Feral daffodils are varieties created or moved by humans that have made a wild life for themselves, like house-cats living in city parks or feral chickens in Hawaii. Feral daffodils prefer a habitat that, like themselves, is neither completely domesticated nor completely wild. Old fashioned hay meadows and grazed woodland are some of their favorite haunts. Thus when farms either intensify their production or completely abandon the land to scrub, daffodils can lose habitat.

This is playing out in Northern Italy, where carpets of native white poet’s daffodils (Narcissus radiiflorus) are recognized as indicators of high diversity hay meadows, ecosystems that have been managed by humans for thousands of years—ecosystems conservationists hope to preserve, in part by mowing them every year in the old way.

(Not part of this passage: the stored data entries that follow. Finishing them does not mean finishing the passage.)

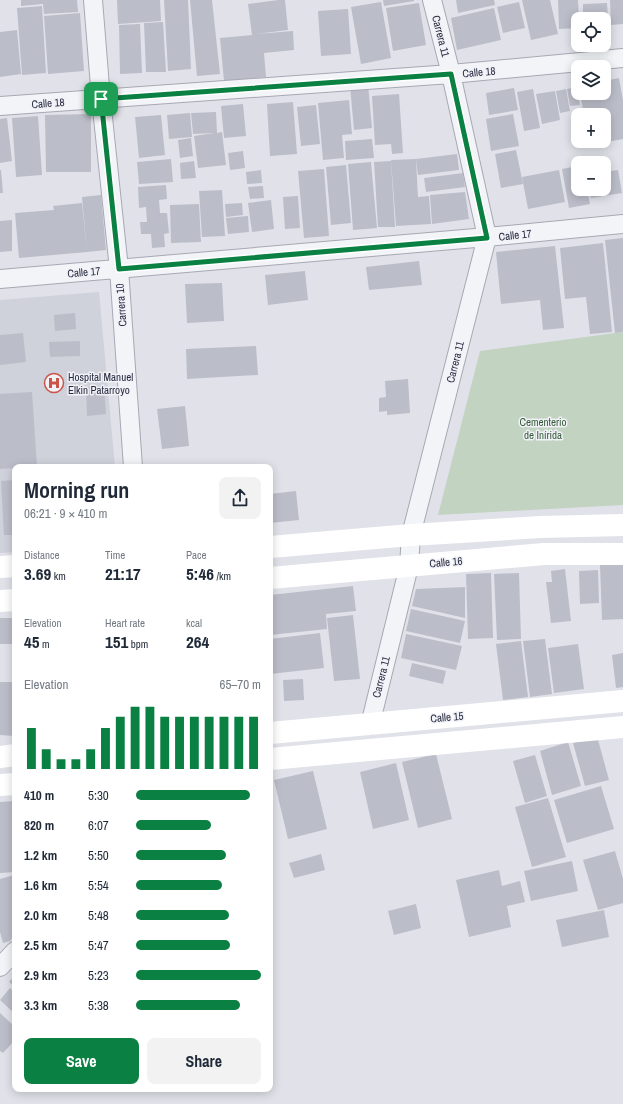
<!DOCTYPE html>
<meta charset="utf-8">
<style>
:root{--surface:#fff;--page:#f2f2f3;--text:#1f2937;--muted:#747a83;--accent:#0b8043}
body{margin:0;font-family:"Archivo Narrow",sans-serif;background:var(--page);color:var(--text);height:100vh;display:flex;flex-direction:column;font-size:15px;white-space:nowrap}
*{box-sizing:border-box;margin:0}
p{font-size:13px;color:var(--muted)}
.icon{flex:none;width:22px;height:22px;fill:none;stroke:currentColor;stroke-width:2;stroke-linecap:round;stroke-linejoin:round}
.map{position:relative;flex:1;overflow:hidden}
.sheet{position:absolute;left:12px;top:464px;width:261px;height:628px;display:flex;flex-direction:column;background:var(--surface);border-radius:8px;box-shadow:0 2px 10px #0003}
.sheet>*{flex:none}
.controls{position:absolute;left:571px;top:12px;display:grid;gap:8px}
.controls a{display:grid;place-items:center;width:40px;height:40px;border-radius:8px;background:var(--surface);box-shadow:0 2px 10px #0003;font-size:20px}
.pin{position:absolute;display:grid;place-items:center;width:34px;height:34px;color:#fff;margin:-17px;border-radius:8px;box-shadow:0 2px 6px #0006}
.round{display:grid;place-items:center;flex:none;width:42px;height:42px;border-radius:8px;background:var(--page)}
.overview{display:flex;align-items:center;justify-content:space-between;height:68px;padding:0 12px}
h1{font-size:22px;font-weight:700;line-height:30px}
.figures{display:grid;grid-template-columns:repeat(3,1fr);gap:6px;height:68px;padding:4px 12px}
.figures div{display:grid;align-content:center}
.figures b{font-size:17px;font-weight:700}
.figures small{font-size:11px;font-weight:400}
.figures p{font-size:11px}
.chart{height:112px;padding:8px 12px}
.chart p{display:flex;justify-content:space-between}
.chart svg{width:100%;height:72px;margin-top:4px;stroke:var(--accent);stroke-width:6}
.action{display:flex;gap:8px;margin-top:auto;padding:8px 12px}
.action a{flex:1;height:46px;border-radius:8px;background:var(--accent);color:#fff;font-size:16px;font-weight:700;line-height:46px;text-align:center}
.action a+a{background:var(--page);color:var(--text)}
ul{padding:0 12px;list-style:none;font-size:13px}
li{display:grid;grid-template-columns:64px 48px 1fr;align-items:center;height:30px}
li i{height:10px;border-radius:5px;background:var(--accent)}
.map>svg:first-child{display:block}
.built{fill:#cfd1db}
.green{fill:#c2d3c2}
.building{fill:#bbbdc9}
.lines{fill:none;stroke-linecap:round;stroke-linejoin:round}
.street-casing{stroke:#a6a8b3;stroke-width:20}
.street{stroke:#f3f4f8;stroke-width:18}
.secondary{stroke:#fff;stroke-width:22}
.route-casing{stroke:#fff;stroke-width:8}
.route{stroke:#0b8043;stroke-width:5}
.labels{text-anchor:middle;stroke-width:3;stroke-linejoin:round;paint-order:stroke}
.street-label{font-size:11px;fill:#292c41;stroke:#f0f2f7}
.poi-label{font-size:11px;fill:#292c41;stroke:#f0f2f7;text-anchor:start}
.park-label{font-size:11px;fill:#375c39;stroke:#f0f2f7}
</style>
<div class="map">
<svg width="623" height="1104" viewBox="0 0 623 1104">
<rect width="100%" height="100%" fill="#e1e2e9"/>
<path class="built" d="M99,292L115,467H15V552L0,553V300Z"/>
<path class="green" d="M623,332V505L438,515L480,351Z"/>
<path class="building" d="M21,0H77L78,12L44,14L43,4L21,6Z
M117,0H160L161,21L118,24Z
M164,0H188L191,69L168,71Z
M190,0H212L220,74L197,76Z
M278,0H285L288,30L256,34L293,31L294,50L264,53L266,77L224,81L220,38L252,35L248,4Z
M383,0H414V1L384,6Z
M456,0H494L495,5L458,13Z
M522,0H550L558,34L531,40Z
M558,0H578L579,19H578V28L559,29Z
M610,0H623V24L611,25Z
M381,2L391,58L361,64L351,7Z
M519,2L525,28L503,33L497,7Z
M419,3L426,45L393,51L386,8Z
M607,3L609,33H604V19H583V4Z
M42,6L46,73L22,75L17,8Z
M494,8L501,40L457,50L451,18Z
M348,9L351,54L321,56L318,11Z
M80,13L84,71L48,74L44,16Z
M163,22L166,72H146L144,23Z
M140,24L142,73L120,74L119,25Z
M17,30L21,74L0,77V32Z
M619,78L623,100V139L589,145V141H604V115H584L580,93H604V81Z
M368,84L372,128L354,130L350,86Z
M576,87L580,105L570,106L567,89Z
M514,88L518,110L489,115L486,93Z
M533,89L540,128L524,131L517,92Z
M566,89L570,111L560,113L556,91Z
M555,91L560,120L542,124L536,94Z
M399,94L403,153L392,154L391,144L375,145L372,96Z
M349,100L352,134L342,135L344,158L323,160L318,103Z
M293,102L297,154L270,156L267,104Z
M243,104L246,136L224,138L221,106Z
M316,105L320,144L301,146L297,107Z
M216,112L217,133L222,132L226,165L198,168L194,136L214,133L193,134L191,113Z
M190,113L192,137L169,139L167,115Z
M91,114V172H46L45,115Z
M513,114L519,146L491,151L486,119Z
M161,115L165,155L139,158L135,117Z
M38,116L42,175L16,177L12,118Z
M7,118L12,161L0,163V119Z
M191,138L193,156L180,158L178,140Z
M372,139L374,158L346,160L345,141Z
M516,150L523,184L501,188L495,154Z
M243,151L245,168L230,170L228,153Z
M457,154L459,170L418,175L416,159Z
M171,159L173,182L139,184L137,162Z
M416,159L418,197L429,196L431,224L396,226L391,160Z
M194,161L196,178L181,179L180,163Z
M391,161L395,227H378L374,162Z
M371,162L377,228L353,230L348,164Z
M346,165L351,223L331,225L326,167Z
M578,166V189H587L590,204L569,208L562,169Z
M324,169L329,236L304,238L298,171Z
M0,170H1L3,193H0Z
M261,170L262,183L247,184L246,172Z
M559,170L565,202L528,209L522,177Z
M618,170L622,193L591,198L589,189H604V172Z
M463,173L465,187L426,192L424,178Z
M166,185L167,199L159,200L160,213H167L169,233L164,234L165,247L152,248L151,234H141L140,222H147L146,207L139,208L138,187Z
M263,186L264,198L250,199L248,187Z
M222,190L225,236L202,237L199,191Z
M465,192L469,219L432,224L430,195Z
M101,195L106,250L87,252L82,197Z
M298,196L300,228L285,229L283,197Z
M271,200L274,229L252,232L248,203Z
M82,203L87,252L19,258L15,213L54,210L53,206Z
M242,203L243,215L226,217L225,204Z
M199,204L201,242L171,243L170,205Z
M248,216L249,232L228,234L226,218Z
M12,220V251L0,252V221Z
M623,238V332L615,333L605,240Z
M603,243L612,332L590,334L586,297L565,299L560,248Z
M555,246L564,328L543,330L540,300L501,304L496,252Z
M419,261L422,285L369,290L366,267Z
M305,271L308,300L268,305L265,275Z
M222,283L224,321L187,323L185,284Z
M75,313L76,329L55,331L54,315Z
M23,333L26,362L0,365V335Z
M80,341V356L50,357L49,342Z
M256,346L258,375L187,379L186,349Z
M408,379L410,413L387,415V411L379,412V398L386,397L385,381Z
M104,386L106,414L87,416L86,387Z
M32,392L37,467H15V468L0,469V394Z
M185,406L189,446L162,449L157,409Z
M15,480V535H4L1,481Z
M296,491L299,520L270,523V494Z
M623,564V619L602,620L600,565Z
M565,569L571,621L551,623L546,582H552L551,571Z
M598,570L599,603L580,604L579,571Z
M491,573L493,638L468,639L466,574Z
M519,573L521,639L497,640L494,574Z
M353,586L356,611L326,614L327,629L270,635V595Z
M465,587V618L412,606L416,589Z
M411,609L465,621L460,643L406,631Z
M353,615L360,679L334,681L327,618Z
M0,618H15V644H0Z
M320,633L324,668L270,674V639Z
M406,634L462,646L456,670L401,658Z
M545,639L552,694L530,697L523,641Z
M521,641L528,697L503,700L496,644Z
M578,644L584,689L554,693L548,648Z
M623,653V687L616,688L612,655Z
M412,663L446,671L443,684L409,676Z
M303,679L304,700L284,701L283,680Z
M0,682H15V736L0,735Z
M597,736L609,780L585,786L573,743Z
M568,742L581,786L552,795L540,751Z
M436,754L452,819L418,828L402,762Z
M535,755L547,796L525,803L513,761Z
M396,763L409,820L373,829L360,772Z
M313,771L327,829L288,839L274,780Z
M601,786L614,829L567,843L554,800Z
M548,798L566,857L532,867L515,807Z
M13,801L15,841V872L0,873V802Z
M615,851L623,879V903L598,910L583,860Z
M321,854L325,870L294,878L289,863Z
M572,861L578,891L531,901L524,871Z
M499,870L502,886L520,881L525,902L507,906L511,927L469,937L456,880Z
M14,875L15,878V934L10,941L3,943L0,932V879Z
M416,904L421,928L394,935L388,911Z
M604,910L609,937L562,947L556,920Z
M15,975V987L9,982Z
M10,988L15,993V1014L0,1000Z
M0,1013L15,1027V1040L3,1053L0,1051Z"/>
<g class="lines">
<defs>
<path id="street" d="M93,0L101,99L119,269L133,467
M0,106L451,74L623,58
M0,279L487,237L623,224
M370,725L409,566L411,535L487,237L451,74L432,0
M0,967L15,951"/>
</defs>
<use href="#street" class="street-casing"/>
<use href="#street" class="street"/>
<path class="secondary" d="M270,547L411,535L540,527L623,525
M0,567L15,566
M270,578L544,554H623
M0,601L15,600
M270,733L623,701
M0,757L15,755
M270,759L623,727
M0,785L15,784"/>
</g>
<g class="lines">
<defs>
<path id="route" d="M451,74L487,238L119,269L101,99Z"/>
</defs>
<use href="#route" class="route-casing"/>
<use href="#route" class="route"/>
</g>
<defs>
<symbol id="hospital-ring" viewBox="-11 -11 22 22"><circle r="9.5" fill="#f0f2f7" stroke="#cc5348" stroke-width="1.5"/><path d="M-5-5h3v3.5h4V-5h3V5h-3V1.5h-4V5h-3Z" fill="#cc5348"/></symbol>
</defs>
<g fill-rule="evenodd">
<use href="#hospital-ring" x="43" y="372" width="22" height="22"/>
</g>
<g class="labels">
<g class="street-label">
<text transform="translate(441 36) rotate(76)" y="4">Carrera 11</text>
<text transform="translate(479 72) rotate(-5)" y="4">Calle 18</text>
<text transform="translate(48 103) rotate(-4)" y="4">Calle 18</text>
<text transform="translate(515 235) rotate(-6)" y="4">Calle 17</text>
<text transform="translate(84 272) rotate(-5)" y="4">Calle 17</text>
<text transform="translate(121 305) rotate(-94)" y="4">Carrera 10</text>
<text transform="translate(455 362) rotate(-76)" y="4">Carrera 11</text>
<text transform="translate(446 562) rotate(-5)" y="4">Calle 16</text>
<text transform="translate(381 677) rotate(-76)" y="4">Carrera 11</text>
<text transform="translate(447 717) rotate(-5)" y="4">Calle 15</text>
</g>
<g class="poi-label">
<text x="68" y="381">Hospital Manuel<tspan x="68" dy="13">Elkin Patarroyo</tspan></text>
</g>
<g class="park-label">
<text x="543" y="426">Cementerio<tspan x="543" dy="13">de Inírida</tspan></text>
</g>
</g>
</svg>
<div class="controls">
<a><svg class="icon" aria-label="locate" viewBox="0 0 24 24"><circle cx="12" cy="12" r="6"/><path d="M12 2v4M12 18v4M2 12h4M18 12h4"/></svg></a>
<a><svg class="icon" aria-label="layers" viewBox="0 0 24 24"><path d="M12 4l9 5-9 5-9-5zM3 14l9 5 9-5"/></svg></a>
<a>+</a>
<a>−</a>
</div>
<div class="pin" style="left:101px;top:99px;background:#1e9e55"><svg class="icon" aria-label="arrive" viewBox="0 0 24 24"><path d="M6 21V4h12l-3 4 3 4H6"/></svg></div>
<section class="sheet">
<div class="overview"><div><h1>Morning run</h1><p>06:21 · 9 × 410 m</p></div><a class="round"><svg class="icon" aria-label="share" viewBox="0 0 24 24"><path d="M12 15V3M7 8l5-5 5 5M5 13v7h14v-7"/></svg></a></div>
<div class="figures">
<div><p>Distance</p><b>3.69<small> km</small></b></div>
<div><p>Time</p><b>21:17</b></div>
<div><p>Pace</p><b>5:46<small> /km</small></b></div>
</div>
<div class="figures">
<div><p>Elevation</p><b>45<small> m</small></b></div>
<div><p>Heart rate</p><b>151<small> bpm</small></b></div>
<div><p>kcal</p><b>264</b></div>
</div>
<div class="chart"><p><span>Elevation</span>65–70 m</p>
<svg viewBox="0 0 160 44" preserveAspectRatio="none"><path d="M5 44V19M15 44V32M25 44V38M35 44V38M45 44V32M55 44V19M65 44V12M75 44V6M85 44V6M95 44V12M105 44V12M115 44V12M125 44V12M135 44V12M145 44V12M155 44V12"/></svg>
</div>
<ul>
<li><b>410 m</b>5:30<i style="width:91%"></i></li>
<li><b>820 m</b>6:07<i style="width:60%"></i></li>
<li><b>1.2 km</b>5:50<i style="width:72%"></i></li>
<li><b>1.6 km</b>5:54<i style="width:69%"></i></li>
<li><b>2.0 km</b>5:48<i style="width:74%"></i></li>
<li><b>2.5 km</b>5:47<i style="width:75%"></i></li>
<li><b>2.9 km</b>5:23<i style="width:100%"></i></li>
<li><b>3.3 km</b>5:38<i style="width:83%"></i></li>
</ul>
<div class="action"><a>Save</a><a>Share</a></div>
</section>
</div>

I’ve argued elsewhere that we need to intensify agricultural production to create more space for the rest of Earth’s species to thrive. But the non-agricultural area we free up need not be a hands-off wilderness. Replicating older modes of land management may be the best way to support genetic, species, and ecosystem diversity in some places, like those Italian mountain daffodil meadows.

Feral daffodils at the abandoned house next door

And my vision for what counts as diversity includes both native and feral daffodils. We may have hybridized them or moved them, but their ability to live without us, along with their beauty, entitle them, in my view, to a continued existence. I’m not alone in this belief. In Gloucestershire, UK the wild daffodil (Narcissus pseudonarcissus) is the county flower and is in some places protected, even though everyone know there were no daffodils in Britain until, at the very earliest, the the Roman invasion.

The abandoned house next to mine still hosts daffodils though its human residents have gone. They have actually already bloomed. I just checked. If you look for them, you are sure to find similar feral colonies, or even single plants, tenaciously re-springing each year, happy to mark the seasons without us, blurring the lines between a wild plant and a garden plant, just as we have blurred the lines between a wild planet and gardened planet.